Structured Output Extraction
When to trigger
The task is "read this text and give me these fields as data": parsing an email into a ticket, pulling line items from an invoice, classifying a message into an enum.
Do not parse free text
Asking for JSON in the prompt and then parsing the reply is the fragile path. The model wraps it in prose, adds a trailing comment, or uses the wrong key. Instead:
- Use the provider's structured-output or tool-calling mode so the model is constrained to your schema.
- Define the schema once and share it between the model call and your validator (for example a zod schema you also convert to the tool input schema).
Steps
- Write the schema as the source of truth: required fields required, enums for closed sets, descriptions on ambiguous fields so the model fills them correctly.
- Call the model in structured mode with that schema.
- Validate the result against the same schema.
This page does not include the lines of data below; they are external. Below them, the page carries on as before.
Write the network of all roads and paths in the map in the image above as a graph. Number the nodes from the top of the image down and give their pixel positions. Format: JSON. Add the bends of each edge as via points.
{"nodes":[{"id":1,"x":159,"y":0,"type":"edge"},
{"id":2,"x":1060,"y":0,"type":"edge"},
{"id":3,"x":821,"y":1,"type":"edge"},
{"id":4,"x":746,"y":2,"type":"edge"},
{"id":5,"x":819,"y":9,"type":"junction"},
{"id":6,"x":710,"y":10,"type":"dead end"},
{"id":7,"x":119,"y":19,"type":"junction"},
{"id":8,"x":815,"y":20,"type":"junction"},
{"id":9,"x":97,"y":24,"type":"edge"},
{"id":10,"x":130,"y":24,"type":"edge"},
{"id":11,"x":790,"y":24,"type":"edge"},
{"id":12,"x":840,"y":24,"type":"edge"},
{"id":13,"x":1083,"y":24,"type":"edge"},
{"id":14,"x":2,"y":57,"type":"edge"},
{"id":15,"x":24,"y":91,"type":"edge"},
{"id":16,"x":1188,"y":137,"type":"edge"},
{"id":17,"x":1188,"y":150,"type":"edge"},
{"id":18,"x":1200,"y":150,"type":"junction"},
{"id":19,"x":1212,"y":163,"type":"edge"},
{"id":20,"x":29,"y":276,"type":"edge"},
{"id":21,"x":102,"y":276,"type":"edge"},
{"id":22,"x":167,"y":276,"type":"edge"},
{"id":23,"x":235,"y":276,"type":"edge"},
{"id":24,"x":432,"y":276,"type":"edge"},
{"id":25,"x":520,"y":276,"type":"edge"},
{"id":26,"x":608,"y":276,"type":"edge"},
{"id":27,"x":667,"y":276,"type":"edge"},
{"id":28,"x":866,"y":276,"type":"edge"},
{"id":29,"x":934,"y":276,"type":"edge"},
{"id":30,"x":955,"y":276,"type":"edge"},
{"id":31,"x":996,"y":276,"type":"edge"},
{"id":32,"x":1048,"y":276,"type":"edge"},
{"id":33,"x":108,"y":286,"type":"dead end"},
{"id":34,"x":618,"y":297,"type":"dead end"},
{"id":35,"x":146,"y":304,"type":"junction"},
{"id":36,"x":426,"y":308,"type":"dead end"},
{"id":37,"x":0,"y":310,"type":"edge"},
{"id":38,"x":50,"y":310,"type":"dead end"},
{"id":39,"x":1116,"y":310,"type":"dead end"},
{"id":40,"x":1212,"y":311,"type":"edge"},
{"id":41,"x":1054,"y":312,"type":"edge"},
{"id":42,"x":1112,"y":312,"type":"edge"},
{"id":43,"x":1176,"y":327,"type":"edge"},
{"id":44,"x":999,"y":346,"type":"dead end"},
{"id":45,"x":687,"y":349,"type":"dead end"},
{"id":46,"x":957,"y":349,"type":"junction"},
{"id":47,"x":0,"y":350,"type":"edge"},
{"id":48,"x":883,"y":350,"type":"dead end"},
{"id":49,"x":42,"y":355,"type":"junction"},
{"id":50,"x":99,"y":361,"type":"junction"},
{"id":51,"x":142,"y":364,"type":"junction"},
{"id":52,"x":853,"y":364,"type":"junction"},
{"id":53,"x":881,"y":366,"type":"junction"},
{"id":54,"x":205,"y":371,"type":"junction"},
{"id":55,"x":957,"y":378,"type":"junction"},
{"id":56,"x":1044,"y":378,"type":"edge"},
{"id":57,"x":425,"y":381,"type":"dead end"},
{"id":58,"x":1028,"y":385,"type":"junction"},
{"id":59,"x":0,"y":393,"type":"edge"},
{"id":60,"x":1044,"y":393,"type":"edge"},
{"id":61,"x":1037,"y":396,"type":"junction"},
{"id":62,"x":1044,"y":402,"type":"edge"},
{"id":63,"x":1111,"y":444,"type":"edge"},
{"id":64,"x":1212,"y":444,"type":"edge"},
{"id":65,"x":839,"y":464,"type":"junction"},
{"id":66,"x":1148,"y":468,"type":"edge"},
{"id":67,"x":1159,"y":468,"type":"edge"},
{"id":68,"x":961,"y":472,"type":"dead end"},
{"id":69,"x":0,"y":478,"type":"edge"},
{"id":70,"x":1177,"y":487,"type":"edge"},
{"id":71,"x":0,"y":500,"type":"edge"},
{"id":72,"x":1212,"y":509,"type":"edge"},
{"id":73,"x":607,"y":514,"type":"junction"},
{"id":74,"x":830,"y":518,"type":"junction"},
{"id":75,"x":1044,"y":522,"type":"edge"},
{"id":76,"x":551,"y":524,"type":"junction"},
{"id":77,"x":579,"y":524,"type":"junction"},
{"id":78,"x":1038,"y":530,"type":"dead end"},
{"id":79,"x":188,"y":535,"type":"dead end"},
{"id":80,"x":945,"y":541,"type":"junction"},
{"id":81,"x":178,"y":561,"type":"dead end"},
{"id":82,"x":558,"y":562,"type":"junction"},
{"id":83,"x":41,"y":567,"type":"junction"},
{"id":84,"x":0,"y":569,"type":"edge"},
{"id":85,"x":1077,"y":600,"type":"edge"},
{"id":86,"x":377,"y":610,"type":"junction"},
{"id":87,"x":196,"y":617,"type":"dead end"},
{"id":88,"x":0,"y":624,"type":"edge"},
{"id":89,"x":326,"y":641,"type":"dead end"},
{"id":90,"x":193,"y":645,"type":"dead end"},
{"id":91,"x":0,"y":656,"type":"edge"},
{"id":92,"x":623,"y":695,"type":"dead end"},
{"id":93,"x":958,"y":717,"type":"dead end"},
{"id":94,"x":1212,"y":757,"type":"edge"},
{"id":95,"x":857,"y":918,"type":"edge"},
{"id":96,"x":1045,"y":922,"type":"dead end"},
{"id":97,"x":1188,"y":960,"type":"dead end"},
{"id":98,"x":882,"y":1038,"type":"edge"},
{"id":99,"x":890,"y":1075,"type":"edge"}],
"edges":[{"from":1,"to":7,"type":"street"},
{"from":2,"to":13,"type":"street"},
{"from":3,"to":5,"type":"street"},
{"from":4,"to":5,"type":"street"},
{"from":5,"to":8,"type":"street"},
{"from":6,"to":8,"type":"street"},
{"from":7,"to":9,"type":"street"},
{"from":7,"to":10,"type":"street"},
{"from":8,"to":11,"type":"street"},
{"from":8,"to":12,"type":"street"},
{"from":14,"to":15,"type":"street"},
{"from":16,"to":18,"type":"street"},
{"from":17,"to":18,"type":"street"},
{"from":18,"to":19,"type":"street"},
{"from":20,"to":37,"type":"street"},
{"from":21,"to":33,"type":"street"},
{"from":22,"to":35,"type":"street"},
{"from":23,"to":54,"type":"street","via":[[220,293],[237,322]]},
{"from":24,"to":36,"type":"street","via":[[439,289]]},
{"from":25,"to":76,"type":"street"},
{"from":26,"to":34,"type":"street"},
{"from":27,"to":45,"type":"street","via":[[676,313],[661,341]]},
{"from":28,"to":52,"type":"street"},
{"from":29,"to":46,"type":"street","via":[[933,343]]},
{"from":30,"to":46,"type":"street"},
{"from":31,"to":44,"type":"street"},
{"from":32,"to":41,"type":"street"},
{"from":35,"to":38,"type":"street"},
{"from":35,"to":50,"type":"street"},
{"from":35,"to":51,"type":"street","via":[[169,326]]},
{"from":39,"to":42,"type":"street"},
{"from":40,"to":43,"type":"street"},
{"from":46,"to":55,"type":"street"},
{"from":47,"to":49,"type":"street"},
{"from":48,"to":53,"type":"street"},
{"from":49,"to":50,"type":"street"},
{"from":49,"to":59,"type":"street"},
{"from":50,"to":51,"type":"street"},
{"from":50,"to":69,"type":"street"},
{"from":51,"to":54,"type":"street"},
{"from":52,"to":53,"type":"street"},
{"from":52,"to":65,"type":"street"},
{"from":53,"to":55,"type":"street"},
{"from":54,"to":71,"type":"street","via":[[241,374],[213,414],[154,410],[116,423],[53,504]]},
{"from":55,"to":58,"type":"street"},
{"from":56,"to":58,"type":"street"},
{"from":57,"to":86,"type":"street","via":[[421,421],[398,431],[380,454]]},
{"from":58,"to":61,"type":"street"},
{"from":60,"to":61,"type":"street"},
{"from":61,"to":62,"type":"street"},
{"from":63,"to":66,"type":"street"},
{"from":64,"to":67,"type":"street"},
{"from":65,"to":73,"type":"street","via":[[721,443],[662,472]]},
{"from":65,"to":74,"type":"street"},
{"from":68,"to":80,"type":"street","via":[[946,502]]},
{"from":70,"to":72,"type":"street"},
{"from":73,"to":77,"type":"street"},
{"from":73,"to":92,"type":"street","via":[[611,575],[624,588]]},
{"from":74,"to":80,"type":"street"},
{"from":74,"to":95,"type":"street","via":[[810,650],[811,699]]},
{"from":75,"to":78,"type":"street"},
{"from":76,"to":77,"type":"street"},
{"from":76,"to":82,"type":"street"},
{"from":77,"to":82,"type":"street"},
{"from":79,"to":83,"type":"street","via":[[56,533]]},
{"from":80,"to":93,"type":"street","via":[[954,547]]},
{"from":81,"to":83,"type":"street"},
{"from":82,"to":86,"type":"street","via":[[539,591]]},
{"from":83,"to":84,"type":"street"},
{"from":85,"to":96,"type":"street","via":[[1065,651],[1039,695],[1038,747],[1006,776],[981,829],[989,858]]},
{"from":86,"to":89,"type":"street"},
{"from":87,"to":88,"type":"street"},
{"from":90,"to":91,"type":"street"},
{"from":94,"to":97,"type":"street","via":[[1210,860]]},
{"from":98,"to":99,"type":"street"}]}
A validation failure is a signal, not a surprise.
- On failure, run one repair pass: send the model its own invalid output and the validation error and ask it to fix the shape. Cap repairs at one or two, then fall back.
Pitfalls
- Enums drift: the model returns "In Progress" when the schema wants "in_progress". Put the exact allowed values in the field description and validate.
- Optional vs required confusion produces nulls the downstream code did not expect. Make required fields required in the schema, not just in the prompt.
- An unbounded repair loop can spin on genuinely unparseable input. Cap the retries and route the leftover to a human or a fallback record.